(INPUT)

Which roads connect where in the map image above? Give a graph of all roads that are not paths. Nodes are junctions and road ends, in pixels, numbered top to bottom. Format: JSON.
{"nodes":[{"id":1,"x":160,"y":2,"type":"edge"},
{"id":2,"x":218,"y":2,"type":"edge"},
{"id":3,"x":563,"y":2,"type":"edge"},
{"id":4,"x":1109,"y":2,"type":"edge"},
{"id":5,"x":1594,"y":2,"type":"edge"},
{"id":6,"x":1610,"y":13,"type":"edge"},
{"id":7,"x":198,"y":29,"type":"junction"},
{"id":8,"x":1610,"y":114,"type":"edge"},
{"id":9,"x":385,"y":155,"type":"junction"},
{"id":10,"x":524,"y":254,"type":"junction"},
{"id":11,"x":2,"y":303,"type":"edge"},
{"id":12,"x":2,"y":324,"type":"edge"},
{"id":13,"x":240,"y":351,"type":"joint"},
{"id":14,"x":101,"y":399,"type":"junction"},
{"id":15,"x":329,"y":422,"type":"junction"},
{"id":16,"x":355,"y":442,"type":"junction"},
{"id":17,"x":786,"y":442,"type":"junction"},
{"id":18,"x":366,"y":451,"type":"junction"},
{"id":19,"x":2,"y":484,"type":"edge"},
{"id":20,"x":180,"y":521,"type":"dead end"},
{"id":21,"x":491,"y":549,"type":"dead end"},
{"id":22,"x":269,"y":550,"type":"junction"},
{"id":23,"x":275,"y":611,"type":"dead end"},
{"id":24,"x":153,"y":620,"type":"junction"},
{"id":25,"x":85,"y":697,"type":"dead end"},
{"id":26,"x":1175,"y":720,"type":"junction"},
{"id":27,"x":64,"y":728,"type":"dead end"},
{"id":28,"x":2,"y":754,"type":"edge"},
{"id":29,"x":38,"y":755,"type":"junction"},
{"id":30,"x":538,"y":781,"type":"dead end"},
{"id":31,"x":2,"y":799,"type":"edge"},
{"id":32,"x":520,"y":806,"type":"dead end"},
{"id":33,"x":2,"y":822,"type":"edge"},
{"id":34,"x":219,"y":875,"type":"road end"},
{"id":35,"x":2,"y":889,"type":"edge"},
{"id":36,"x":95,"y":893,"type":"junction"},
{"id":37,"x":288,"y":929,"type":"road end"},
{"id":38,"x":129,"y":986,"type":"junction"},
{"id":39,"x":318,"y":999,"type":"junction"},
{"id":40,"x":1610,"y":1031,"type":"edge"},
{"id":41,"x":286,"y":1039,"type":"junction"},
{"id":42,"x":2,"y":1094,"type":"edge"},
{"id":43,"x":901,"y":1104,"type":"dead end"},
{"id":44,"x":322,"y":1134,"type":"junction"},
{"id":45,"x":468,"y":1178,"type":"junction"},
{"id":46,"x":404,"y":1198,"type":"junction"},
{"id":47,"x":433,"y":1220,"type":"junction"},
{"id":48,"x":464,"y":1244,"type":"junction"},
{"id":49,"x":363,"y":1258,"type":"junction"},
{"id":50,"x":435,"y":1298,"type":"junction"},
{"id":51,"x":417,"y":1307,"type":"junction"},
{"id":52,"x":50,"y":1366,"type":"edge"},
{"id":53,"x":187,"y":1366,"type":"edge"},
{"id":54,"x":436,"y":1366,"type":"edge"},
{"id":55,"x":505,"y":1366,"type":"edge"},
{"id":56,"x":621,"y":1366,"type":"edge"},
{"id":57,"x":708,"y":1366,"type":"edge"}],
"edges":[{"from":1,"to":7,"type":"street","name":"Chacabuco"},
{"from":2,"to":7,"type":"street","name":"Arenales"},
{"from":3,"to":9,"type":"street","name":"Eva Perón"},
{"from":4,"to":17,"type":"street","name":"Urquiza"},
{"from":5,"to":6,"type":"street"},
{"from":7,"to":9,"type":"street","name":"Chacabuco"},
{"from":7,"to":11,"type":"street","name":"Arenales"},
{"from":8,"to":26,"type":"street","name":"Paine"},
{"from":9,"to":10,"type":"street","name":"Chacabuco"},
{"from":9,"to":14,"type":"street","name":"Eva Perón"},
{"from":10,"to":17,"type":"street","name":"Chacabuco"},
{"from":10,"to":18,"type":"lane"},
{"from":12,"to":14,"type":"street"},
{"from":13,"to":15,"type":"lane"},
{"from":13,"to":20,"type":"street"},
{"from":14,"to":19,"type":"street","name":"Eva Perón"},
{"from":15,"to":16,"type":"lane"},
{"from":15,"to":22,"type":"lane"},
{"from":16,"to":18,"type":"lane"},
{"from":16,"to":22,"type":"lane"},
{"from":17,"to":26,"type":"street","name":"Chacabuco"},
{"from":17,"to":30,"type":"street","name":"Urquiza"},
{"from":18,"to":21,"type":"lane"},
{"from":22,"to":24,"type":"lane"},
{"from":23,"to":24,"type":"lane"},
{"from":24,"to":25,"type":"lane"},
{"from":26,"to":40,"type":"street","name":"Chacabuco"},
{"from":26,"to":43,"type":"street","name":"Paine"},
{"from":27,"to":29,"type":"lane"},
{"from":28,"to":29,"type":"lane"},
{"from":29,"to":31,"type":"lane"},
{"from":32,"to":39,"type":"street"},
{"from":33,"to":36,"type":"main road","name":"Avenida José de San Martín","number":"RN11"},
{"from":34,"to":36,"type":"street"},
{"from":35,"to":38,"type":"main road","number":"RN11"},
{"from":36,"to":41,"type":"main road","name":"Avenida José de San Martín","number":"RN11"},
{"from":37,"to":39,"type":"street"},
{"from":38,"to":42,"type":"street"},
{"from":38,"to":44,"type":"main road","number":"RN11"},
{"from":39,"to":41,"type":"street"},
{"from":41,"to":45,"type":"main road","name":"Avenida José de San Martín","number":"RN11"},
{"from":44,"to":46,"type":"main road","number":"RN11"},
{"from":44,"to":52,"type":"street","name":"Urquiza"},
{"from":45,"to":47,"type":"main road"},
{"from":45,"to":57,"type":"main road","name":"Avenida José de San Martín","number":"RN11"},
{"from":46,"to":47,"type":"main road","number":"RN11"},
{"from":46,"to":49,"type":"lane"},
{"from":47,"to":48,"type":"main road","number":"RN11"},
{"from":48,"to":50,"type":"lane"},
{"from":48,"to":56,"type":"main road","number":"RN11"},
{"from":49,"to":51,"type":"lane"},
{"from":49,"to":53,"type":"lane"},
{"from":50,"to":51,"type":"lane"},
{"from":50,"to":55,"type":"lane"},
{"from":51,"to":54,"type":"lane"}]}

(End INPUT)

• [WHAT NEEDS TO BE DONE]
Transcribe all of the entries without altering anything.

• [SOLUTION FOR THIS EXERCISE]
Which roads connect where in the map image above? Give a graph of all roads that are not paths. Nodes are junctions and road ends, in pixels, numbered top to bottom. Format: JSON.
{"nodes":[{"id":1,"x":160,"y":2,"type":"edge"},
{"id":2,"x":218,"y":2,"type":"edge"},
{"id":3,"x":563,"y":2,"type":"edge"},
{"id":4,"x":1109,"y":2,"type":"edge"},
{"id":5,"x":1594,"y":2,"type":"edge"},
{"id":6,"x":1610,"y":13,"type":"edge"},
{"id":7,"x":198,"y":29,"type":"junction"},
{"id":8,"x":1610,"y":114,"type":"edge"},
{"id":9,"x":385,"y":155,"type":"junction"},
{"id":10,"x":524,"y":254,"type":"junction"},
{"id":11,"x":2,"y":303,"type":"edge"},
{"id":12,"x":2,"y":324,"type":"edge"},
{"id":13,"x":240,"y":351,"type":"joint"},
{"id":14,"x":101,"y":399,"type":"junction"},
{"id":15,"x":329,"y":422,"type":"junction"},
{"id":16,"x":355,"y":442,"type":"junction"},
{"id":17,"x":786,"y":442,"type":"junction"},
{"id":18,"x":366,"y":451,"type":"junction"},
{"id":19,"x":2,"y":484,"type":"edge"},
{"id":20,"x":180,"y":521,"type":"dead end"},
{"id":21,"x":491,"y":549,"type":"dead end"},
{"id":22,"x":269,"y":550,"type":"junction"},
{"id":23,"x":275,"y":611,"type":"dead end"},
{"id":24,"x":153,"y":620,"type":"junction"},
{"id":25,"x":85,"y":697,"type":"dead end"},
{"id":26,"x":1175,"y":720,"type":"junction"},
{"id":27,"x":64,"y":728,"type":"dead end"},
{"id":28,"x":2,"y":754,"type":"edge"},
{"id":29,"x":38,"y":755,"type":"junction"},
{"id":30,"x":538,"y":781,"type":"dead end"},
{"id":31,"x":2,"y":799,"type":"edge"},
{"id":32,"x":520,"y":806,"type":"dead end"},
{"id":33,"x":2,"y":822,"type":"edge"},
{"id":34,"x":219,"y":875,"type":"road end"},
{"id":35,"x":2,"y":889,"type":"edge"},
{"id":36,"x":95,"y":893,"type":"junction"},
{"id":37,"x":288,"y":929,"type":"road end"},
{"id":38,"x":129,"y":986,"type":"junction"},
{"id":39,"x":318,"y":999,"type":"junction"},
{"id":40,"x":1610,"y":1031,"type":"edge"},
{"id":41,"x":286,"y":1039,"type":"junction"},
{"id":42,"x":2,"y":1094,"type":"edge"},
{"id":43,"x":901,"y":1104,"type":"dead end"},
{"id":44,"x":322,"y":1134,"type":"junction"},
{"id":45,"x":468,"y":1178,"type":"junction"},
{"id":46,"x":404,"y":1198,"type":"junction"},
{"id":47,"x":433,"y":1220,"type":"junction"},
{"id":48,"x":464,"y":1244,"type":"junction"},
{"id":49,"x":363,"y":1258,"type":"junction"},
{"id":50,"x":435,"y":1298,"type":"junction"},
{"id":51,"x":417,"y":1307,"type":"junction"},
{"id":52,"x":50,"y":1366,"type":"edge"},
{"id":53,"x":187,"y":1366,"type":"edge"},
{"id":54,"x":436,"y":1366,"type":"edge"},
{"id":55,"x":505,"y":1366,"type":"edge"},
{"id":56,"x":621,"y":1366,"type":"edge"},
{"id":57,"x":708,"y":1366,"type":"edge"}],
"edges":[{"from":1,"to":7,"type":"street","name":"Chacabuco"},
{"from":2,"to":7,"type":"street","name":"Arenales"},
{"from":3,"to":9,"type":"street","name":"Eva Perón"},
{"from":4,"to":17,"type":"street","name":"Urquiza"},
{"from":5,"to":6,"type":"street"},
{"from":7,"to":9,"type":"street","name":"Chacabuco"},
{"from":7,"to":11,"type":"street","name":"Arenales"},
{"from":8,"to":26,"type":"street","name":"Paine"},
{"from":9,"to":10,"type":"street","name":"Chacabuco"},
{"from":9,"to":14,"type":"street","name":"Eva Perón"},
{"from":10,"to":17,"type":"street","name":"Chacabuco"},
{"from":10,"to":18,"type":"lane"},
{"from":12,"to":14,"type":"street"},
{"from":13,"to":15,"type":"lane"},
{"from":13,"to":20,"type":"street"},
{"from":14,"to":19,"type":"street","name":"Eva Perón"},
{"from":15,"to":16,"type":"lane"},
{"from":15,"to":22,"type":"lane"},
{"from":16,"to":18,"type":"lane"},
{"from":16,"to":22,"type":"lane"},
{"from":17,"to":26,"type":"street","name":"Chacabuco"},
{"from":17,"to":30,"type":"street","name":"Urquiza"},
{"from":18,"to":21,"type":"lane"},
{"from":22,"to":24,"type":"lane"},
{"from":23,"to":24,"type":"lane"},
{"from":24,"to":25,"type":"lane"},
{"from":26,"to":40,"type":"street","name":"Chacabuco"},
{"from":26,"to":43,"type":"street","name":"Paine"},
{"from":27,"to":29,"type":"lane"},
{"from":28,"to":29,"type":"lane"},
{"from":29,"to":31,"type":"lane"},
{"from":32,"to":39,"type":"street"},
{"from":33,"to":36,"type":"main road","name":"Avenida José de San Martín","number":"RN11"},
{"from":34,"to":36,"type":"street"},
{"from":35,"to":38,"type":"main road","number":"RN11"},
{"from":36,"to":41,"type":"main road","name":"Avenida José de San Martín","number":"RN11"},
{"from":37,"to":39,"type":"street"},
{"from":38,"to":42,"type":"street"},
{"from":38,"to":44,"type":"main road","number":"RN11"},
{"from":39,"to":41,"type":"street"},
{"from":41,"to":45,"type":"main road","name":"Avenida José de San Martín","number":"RN11"},
{"from":44,"to":46,"type":"main road","number":"RN11"},
{"from":44,"to":52,"type":"street","name":"Urquiza"},
{"from":45,"to":47,"type":"main road"},
{"from":45,"to":57,"type":"main road","name":"Avenida José de San Martín","number":"RN11"},
{"from":46,"to":47,"type":"main road","number":"RN11"},
{"from":46,"to":49,"type":"lane"},
{"from":47,"to":48,"type":"main road","number":"RN11"},
{"from":48,"to":50,"type":"lane"},
{"from":48,"to":56,"type":"main road","number":"RN11"},
{"from":49,"to":51,"type":"lane"},
{"from":49,"to":53,"type":"lane"},
{"from":50,"to":51,"type":"lane"},
{"from":50,"to":55,"type":"lane"},
{"from":51,"to":54,"type":"lane"}]}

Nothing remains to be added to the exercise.